[Opening Task inputs section]

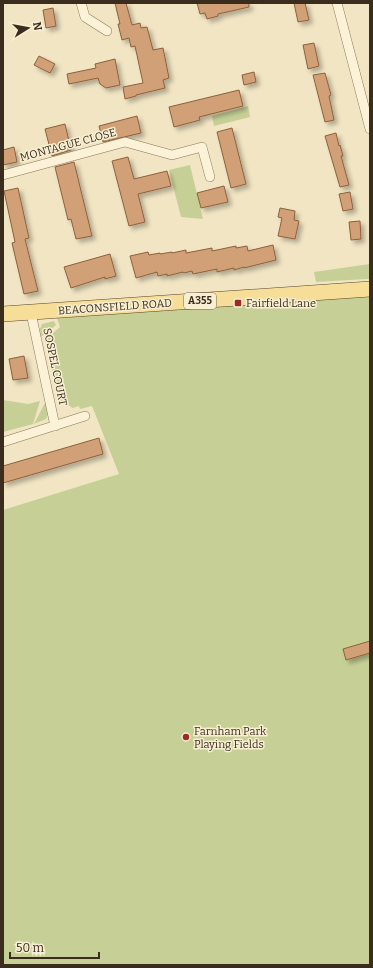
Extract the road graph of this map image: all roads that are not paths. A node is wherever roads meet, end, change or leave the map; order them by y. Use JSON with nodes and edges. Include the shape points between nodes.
{"nodes":[{"id":1,"x":81,"y":3,"type":"edge"},
{"id":2,"x":337,"y":3,"type":"edge"},
{"id":3,"x":108,"y":31,"type":"dead end"},
{"id":4,"x":370,"y":129,"type":"edge"},
{"id":5,"x":3,"y":175,"type":"edge"},
{"id":6,"x":210,"y":177,"type":"dead end"},
{"id":7,"x":370,"y":289,"type":"edge"},
{"id":8,"x":31,"y":313,"type":"junction"},
{"id":9,"x":3,"y":314,"type":"edge"},
{"id":10,"x":86,"y":416,"type":"dead end"},
{"id":11,"x":55,"y":426,"type":"junction"},
{"id":12,"x":3,"y":442,"type":"edge"}],
"edges":[{"from":1,"to":3,"type":"street","via":[[85,17]]},
{"from":2,"to":4,"type":"street"},
{"from":5,"to":6,"type":"street","name":"MONTAGUE CLOSE","via":[[125,142],[172,155],[202,147]]},
{"from":7,"to":8,"type":"main road","name":"BEACONSFIELD ROAD","number":"A355"},
{"from":8,"to":9,"type":"main road","name":"BEACONSFIELD ROAD","number":"A355"},
{"from":8,"to":11,"type":"street","name":"SOSPEL COURT"},
{"from":10,"to":11,"type":"street","name":"SOSPEL COURT"},
{"from":11,"to":12,"type":"street","name":"SOSPEL COURT"}]}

[Closing Task inputs section]

The task => Every line of the listing must be reproduced exactly, though the pictures are to be left out.

Reply to the exercise =>
Extract the road graph of this map image: all roads that are not paths. A node is wherever roads meet, end, change or leave the map; order them by y. Use JSON with nodes and edges. Include the shape points between nodes.
{"nodes":[{"id":1,"x":81,"y":3,"type":"edge"},
{"id":2,"x":337,"y":3,"type":"edge"},
{"id":3,"x":108,"y":31,"type":"dead end"},
{"id":4,"x":370,"y":129,"type":"edge"},
{"id":5,"x":3,"y":175,"type":"edge"},
{"id":6,"x":210,"y":177,"type":"dead end"},
{"id":7,"x":370,"y":289,"type":"edge"},
{"id":8,"x":31,"y":313,"type":"junction"},
{"id":9,"x":3,"y":314,"type":"edge"},
{"id":10,"x":86,"y":416,"type":"dead end"},
{"id":11,"x":55,"y":426,"type":"junction"},
{"id":12,"x":3,"y":442,"type":"edge"}],
"edges":[{"from":1,"to":3,"type":"street","via":[[85,17]]},
{"from":2,"to":4,"type":"street"},
{"from":5,"to":6,"type":"street","name":"MONTAGUE CLOSE","via":[[125,142],[172,155],[202,147]]},
{"from":7,"to":8,"type":"main road","name":"BEACONSFIELD ROAD","number":"A355"},
{"from":8,"to":9,"type":"main road","name":"BEACONSFIELD ROAD","number":"A355"},
{"from":8,"to":11,"type":"street","name":"SOSPEL COURT"},
{"from":10,"to":11,"type":"street","name":"SOSPEL COURT"},
{"from":11,"to":12,"type":"street","name":"SOSPEL COURT"}]}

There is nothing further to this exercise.